Denham the Jeanmaker
When Jason Denham was 17, he bluffed his way into British designer Paul Smith’s office in London. Smith was apparently gracious enough to take the meeting and offer the young designer some advice, so Denham has spent the better part of his life trying to emulate the big man however he can.
Paul Smith has about a half dozen shops on a single street in Mayfair, Denham is catching up though with four on the same block in Amsterdam. There’s women’s, men’s, a repair studio, and a footwear outpost with a coffee bar. The concept seems a little ridiculous at first, but after seeing and smelling (each shop has its own scent) all of the locations, I couldn’t imagine laying it out any differently.
Denim City
If Amsterdam Denim Days were to have a permanent location, it would be Denim City. The expansive hall in the De Hallen neighborhood houses a denim boutique with its own in house line, a full service atelier (complete with industrial laundry) for the Jean School, and a denim archive with dozens of faded and worn pairs.
Denim city attracts denim fans from all around, including the famed Ruedi Karrer, aka Swiss Jeans Freak, who was in town for the festivities and on day 994 of his unwashed Iron Hearts.
Blueprint
The blue carpet of Denim Days rolled out for Blueprint, the part of Denim Days that’s open to the general public. There are multiple aspects of the show: lectures and talks from industry experts, a “denim of the future” exhibition with cutting edge denim findings, a marketplace for smaller brands, and a concept exhibition hall for the bigger ones.

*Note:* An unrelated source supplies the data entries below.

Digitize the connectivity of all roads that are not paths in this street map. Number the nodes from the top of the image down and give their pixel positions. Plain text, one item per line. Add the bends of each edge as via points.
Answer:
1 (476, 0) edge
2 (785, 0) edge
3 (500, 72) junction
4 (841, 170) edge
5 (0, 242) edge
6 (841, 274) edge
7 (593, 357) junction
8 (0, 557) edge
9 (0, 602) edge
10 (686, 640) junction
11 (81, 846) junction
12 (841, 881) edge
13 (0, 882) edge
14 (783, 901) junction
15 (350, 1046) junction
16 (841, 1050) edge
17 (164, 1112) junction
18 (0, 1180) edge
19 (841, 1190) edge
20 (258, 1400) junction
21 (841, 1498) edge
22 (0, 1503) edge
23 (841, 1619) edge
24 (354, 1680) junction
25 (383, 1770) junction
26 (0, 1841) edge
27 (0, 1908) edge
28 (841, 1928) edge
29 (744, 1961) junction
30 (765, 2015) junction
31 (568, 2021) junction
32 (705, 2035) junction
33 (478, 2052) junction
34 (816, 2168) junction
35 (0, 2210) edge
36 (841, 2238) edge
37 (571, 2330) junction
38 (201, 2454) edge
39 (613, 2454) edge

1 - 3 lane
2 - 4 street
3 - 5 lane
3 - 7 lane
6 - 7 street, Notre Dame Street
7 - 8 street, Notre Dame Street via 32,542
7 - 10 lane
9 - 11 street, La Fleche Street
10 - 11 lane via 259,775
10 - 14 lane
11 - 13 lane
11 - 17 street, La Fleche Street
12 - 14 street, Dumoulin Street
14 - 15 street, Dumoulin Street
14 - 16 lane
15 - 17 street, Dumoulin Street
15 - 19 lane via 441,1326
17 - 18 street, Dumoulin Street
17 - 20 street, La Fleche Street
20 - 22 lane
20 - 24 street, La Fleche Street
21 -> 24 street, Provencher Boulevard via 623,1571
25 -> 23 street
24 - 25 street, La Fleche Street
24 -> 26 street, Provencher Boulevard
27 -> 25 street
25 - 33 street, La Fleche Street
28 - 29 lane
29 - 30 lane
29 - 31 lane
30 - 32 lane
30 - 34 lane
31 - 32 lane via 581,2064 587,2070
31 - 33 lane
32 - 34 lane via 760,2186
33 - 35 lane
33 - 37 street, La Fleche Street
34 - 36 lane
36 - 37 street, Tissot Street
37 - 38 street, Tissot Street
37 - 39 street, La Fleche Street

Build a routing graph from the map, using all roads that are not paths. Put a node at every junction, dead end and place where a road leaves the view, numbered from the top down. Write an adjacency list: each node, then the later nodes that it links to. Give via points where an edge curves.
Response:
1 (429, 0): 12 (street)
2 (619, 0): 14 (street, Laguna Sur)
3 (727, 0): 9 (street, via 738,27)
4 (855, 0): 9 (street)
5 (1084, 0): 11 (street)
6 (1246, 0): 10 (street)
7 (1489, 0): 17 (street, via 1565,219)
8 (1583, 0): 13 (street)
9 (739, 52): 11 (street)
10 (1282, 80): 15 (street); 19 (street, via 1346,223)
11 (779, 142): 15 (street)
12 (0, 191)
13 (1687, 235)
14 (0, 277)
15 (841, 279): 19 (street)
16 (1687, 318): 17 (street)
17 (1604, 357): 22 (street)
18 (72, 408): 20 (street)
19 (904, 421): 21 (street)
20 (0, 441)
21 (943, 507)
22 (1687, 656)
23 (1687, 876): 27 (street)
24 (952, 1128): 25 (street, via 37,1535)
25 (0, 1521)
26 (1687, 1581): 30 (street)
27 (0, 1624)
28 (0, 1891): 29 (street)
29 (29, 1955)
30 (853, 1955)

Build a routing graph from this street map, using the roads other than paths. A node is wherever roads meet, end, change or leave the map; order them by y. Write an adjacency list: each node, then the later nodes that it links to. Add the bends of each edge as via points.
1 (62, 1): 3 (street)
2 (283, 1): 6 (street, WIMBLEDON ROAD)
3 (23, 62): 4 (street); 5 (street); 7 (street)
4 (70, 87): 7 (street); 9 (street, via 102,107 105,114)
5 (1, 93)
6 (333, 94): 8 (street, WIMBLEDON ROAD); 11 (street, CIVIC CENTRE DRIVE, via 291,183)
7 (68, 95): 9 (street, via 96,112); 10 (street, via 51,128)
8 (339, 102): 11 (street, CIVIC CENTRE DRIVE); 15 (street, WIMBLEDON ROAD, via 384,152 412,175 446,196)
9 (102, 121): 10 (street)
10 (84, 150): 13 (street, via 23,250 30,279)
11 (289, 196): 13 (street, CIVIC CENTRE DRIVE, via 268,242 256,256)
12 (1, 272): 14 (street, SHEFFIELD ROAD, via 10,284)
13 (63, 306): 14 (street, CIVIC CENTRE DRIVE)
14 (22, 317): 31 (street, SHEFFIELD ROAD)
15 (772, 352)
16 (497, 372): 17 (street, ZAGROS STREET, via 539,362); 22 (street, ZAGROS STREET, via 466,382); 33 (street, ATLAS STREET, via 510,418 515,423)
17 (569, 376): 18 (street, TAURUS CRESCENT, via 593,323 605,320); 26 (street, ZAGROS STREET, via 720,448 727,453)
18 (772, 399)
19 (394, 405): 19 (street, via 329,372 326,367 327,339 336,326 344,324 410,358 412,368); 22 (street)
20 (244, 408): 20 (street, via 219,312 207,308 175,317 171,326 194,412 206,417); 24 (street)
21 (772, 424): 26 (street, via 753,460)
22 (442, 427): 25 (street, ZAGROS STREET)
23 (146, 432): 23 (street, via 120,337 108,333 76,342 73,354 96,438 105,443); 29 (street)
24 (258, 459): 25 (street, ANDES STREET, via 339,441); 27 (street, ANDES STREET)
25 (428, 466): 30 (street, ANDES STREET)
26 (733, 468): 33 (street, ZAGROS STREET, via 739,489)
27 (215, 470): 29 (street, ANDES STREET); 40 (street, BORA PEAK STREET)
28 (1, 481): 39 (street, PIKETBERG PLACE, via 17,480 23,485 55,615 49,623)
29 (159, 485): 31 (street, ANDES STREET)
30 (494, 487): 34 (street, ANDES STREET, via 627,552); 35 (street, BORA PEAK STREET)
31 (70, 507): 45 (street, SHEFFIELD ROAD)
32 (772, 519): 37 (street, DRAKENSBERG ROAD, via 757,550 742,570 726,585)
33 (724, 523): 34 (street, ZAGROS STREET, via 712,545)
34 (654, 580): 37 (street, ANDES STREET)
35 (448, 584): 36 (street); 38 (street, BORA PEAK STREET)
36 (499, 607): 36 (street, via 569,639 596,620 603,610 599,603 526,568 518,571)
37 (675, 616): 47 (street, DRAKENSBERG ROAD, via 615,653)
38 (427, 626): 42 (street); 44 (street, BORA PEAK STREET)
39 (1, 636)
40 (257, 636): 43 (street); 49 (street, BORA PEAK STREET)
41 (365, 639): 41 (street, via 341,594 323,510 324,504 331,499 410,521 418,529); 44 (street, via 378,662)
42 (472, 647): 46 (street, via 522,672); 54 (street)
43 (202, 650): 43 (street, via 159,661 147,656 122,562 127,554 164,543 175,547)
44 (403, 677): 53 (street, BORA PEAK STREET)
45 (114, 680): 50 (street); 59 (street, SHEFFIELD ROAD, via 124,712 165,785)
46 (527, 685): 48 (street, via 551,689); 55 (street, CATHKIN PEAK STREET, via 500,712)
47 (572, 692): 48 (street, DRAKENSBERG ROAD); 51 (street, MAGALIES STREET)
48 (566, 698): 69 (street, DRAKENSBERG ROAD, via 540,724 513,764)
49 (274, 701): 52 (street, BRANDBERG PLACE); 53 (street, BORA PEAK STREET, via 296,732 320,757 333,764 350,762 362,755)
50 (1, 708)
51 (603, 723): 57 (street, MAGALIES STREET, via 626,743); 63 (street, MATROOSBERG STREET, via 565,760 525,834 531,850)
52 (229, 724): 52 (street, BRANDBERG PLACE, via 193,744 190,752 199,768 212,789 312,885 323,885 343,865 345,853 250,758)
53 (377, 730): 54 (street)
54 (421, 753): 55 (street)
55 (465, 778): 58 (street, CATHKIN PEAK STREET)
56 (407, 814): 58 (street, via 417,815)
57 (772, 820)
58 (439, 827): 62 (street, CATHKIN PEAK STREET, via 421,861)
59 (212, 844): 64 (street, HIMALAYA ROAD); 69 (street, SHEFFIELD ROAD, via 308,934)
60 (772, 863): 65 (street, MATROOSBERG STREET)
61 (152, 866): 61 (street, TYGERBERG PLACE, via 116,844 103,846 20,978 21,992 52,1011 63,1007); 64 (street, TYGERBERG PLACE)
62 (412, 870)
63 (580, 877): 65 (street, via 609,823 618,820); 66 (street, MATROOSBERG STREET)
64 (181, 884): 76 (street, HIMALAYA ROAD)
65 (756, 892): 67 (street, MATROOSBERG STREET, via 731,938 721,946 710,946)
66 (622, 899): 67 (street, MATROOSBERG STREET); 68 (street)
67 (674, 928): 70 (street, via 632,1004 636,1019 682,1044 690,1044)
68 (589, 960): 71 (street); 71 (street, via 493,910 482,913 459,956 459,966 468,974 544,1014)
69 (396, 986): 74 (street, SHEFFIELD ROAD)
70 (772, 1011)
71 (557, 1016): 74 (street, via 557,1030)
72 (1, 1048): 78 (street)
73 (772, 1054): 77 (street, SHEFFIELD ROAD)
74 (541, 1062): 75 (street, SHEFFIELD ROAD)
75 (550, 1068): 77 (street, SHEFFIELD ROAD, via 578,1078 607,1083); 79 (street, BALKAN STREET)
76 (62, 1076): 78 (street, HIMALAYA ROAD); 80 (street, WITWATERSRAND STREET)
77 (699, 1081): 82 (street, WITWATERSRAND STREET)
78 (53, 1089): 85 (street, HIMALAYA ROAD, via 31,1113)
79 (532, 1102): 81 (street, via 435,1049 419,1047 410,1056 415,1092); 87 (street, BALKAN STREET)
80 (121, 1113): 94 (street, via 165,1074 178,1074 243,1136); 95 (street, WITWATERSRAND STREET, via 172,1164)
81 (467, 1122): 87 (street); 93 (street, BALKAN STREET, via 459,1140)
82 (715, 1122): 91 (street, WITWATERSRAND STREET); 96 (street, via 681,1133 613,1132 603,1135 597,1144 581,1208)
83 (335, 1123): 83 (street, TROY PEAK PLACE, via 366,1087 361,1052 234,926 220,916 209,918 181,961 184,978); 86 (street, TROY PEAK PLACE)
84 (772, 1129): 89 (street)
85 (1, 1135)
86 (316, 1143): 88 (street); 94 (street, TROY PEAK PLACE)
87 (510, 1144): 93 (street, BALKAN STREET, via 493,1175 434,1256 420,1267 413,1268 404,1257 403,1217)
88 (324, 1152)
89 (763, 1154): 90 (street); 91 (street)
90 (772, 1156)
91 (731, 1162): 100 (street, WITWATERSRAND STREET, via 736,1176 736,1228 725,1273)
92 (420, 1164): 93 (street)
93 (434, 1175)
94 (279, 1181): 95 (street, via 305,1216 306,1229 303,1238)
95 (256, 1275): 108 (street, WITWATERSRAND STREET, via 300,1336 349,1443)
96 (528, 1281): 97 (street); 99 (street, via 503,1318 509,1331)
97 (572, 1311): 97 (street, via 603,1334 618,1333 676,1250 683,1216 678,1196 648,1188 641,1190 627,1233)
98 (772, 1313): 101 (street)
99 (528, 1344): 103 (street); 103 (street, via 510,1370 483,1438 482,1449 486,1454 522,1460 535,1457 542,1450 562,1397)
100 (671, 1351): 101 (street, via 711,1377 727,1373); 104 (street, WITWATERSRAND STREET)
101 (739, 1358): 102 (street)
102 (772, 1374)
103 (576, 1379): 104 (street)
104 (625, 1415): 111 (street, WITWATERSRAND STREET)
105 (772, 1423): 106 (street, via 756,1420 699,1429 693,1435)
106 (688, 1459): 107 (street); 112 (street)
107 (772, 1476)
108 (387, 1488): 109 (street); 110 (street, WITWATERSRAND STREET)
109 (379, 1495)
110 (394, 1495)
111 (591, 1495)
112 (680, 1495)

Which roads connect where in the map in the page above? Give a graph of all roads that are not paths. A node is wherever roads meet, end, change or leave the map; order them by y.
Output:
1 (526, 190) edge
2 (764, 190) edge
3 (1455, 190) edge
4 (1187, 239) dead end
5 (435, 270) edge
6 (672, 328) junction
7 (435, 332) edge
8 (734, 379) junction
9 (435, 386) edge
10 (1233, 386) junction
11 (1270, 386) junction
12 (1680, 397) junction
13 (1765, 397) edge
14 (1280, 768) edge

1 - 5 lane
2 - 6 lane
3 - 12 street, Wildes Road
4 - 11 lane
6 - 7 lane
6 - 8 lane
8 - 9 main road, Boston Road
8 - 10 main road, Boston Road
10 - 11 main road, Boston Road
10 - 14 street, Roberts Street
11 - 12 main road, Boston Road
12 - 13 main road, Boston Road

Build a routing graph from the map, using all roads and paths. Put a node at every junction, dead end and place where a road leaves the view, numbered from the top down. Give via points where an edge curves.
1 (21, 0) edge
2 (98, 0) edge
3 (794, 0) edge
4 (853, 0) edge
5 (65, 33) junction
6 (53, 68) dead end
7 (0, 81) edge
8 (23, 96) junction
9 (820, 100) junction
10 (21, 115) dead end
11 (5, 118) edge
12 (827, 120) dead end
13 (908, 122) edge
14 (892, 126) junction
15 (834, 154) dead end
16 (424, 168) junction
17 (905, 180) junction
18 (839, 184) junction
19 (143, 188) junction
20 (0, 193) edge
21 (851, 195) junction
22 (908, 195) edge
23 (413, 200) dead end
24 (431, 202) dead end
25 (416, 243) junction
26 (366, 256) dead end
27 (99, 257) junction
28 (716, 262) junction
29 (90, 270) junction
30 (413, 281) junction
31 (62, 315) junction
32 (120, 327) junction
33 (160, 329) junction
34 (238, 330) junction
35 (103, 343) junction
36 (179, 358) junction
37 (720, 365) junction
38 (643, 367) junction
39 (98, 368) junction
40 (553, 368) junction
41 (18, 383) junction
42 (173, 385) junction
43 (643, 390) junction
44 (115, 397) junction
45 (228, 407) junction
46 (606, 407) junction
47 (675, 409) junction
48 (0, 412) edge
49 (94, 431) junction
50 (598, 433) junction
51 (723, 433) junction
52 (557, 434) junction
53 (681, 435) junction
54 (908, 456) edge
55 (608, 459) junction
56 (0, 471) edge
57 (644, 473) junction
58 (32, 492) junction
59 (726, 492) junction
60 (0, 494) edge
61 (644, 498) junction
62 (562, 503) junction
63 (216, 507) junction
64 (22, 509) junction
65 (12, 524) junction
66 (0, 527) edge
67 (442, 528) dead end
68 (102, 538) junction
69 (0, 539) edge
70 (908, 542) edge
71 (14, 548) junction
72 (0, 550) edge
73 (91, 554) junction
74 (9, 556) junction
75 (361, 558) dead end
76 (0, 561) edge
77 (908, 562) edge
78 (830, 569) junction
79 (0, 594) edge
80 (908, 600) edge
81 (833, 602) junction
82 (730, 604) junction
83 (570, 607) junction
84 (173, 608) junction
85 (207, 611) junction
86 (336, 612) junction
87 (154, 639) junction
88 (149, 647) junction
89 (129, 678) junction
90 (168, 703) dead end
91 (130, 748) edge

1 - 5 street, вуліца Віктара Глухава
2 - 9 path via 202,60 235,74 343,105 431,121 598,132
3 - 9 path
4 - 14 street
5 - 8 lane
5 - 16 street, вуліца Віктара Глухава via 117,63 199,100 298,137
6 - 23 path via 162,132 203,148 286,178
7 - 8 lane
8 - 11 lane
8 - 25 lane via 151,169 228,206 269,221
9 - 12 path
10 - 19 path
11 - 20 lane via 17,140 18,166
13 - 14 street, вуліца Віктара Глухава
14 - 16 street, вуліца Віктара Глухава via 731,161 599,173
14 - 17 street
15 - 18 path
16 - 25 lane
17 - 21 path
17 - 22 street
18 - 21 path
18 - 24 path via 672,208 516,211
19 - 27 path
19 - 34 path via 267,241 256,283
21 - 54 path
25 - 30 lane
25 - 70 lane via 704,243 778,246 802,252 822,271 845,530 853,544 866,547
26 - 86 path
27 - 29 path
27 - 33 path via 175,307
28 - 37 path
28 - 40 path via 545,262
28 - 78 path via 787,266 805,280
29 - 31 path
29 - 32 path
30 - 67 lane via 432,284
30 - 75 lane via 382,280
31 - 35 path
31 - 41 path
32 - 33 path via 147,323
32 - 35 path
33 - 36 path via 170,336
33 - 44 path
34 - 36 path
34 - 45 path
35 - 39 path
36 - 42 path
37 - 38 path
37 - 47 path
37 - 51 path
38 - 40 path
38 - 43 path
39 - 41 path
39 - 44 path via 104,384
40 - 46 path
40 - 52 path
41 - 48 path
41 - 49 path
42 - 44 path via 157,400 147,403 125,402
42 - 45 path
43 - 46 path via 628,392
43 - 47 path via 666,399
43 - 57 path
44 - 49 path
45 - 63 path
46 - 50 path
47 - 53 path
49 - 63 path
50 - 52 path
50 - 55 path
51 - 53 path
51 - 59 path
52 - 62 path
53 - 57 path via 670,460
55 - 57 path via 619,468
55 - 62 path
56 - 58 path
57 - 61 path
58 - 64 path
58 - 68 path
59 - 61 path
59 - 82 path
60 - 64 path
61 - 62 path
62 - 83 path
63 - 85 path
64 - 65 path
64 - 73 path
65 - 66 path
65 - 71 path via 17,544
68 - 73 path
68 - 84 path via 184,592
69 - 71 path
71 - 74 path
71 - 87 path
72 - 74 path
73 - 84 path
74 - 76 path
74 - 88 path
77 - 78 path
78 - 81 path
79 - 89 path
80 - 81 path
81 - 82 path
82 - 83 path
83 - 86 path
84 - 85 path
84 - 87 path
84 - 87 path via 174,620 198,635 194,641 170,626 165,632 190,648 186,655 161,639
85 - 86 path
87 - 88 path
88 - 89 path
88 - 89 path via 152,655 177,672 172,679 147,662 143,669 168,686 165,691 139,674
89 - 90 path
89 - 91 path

Standouts included a new form of blue dye grown from bacteria, indigo-dyed Chuck Taylor’s with local denim shop Tenue de Nîmes, a variety of boro and embroidery, and a whole lot of faded denim.
New Amsterdam Denim Days
So what’s next for any budding empire but to expand it’s borders? One of the biggest points of excitement for this Denim Days was the signaling for another one, as the festival moves to New York City this fall for a new festival September 30 – October 1. Mark your calendars, American denimheads.